18. In the case of Kwanza Estates Ltd v Dubai Bank Kenya Ltd (in Liquidation) & 2 others [2019] eKLR, the Court of Appeal stated that:“The power of the court to set aside an interlocutory judgment under that provision is discretionary. See CMC Holdings Limited v Nzioki [2004] 1 KLR173. For us to interfere with the exercise of discretion by the Judge, it must be shown that his decision is clearly wrong because he misdirected himself or because he acted on matters on which he should not have acted or because the he failed to take into consideration matters which he should have taken into consideration. [See Mbogo and another v Shah [1968] EA 93. ] ”

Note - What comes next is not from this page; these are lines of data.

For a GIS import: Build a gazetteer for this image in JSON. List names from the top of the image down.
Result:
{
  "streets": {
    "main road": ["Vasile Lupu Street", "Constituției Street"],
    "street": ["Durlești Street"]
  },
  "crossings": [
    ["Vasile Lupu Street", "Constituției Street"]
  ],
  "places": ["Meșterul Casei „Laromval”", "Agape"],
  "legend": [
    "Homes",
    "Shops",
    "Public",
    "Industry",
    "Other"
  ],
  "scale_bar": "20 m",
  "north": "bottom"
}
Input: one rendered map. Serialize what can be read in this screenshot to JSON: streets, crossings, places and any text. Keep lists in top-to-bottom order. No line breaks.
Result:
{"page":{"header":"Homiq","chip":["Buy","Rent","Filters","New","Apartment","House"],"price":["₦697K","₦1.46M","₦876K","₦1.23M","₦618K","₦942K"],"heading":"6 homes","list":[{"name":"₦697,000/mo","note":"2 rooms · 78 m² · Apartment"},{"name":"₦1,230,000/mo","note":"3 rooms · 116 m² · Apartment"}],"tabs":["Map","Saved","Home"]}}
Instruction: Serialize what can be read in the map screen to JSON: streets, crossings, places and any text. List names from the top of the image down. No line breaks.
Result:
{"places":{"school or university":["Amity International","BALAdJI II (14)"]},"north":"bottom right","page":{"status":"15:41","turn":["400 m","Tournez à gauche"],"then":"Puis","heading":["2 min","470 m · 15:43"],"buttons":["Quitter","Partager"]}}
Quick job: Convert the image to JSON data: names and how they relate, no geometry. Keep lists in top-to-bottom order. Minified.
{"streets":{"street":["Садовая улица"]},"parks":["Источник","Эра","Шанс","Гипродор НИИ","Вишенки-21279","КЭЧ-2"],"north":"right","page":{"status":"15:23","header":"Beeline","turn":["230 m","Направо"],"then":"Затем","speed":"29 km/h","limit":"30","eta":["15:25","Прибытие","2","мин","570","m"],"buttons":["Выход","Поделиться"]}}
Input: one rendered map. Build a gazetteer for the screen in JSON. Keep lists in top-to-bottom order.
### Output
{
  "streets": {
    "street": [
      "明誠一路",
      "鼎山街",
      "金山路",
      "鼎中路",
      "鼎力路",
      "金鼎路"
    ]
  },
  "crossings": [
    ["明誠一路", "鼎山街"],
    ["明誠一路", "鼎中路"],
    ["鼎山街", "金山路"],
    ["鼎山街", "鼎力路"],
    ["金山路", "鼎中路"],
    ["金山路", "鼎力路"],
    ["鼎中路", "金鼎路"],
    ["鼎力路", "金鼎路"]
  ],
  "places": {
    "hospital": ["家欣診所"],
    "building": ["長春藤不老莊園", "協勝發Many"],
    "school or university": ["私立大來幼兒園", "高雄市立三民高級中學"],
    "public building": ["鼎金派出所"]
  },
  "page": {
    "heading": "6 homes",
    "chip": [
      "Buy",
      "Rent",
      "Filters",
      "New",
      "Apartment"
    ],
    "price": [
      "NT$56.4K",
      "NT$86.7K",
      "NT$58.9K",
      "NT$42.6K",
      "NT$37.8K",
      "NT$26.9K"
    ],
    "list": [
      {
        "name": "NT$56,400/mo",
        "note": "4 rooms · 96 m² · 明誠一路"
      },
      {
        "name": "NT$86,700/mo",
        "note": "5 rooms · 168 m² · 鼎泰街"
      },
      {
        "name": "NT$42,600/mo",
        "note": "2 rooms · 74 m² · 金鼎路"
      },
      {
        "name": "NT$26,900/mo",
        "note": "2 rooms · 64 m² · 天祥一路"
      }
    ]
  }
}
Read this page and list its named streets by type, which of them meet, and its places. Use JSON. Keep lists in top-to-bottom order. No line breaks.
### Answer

19. Guided by the above sited authorities and the analysis of the matter before the Magistrate’s court, I find no fault on the part of the trial magistrate dismissing the application to set aside the default judgement and the consequential orders thereto. I would have arrived at the same decision.

20. I, therefore, find that the appeal fails.

21. Costs of this appeal are awarded to the Respondent.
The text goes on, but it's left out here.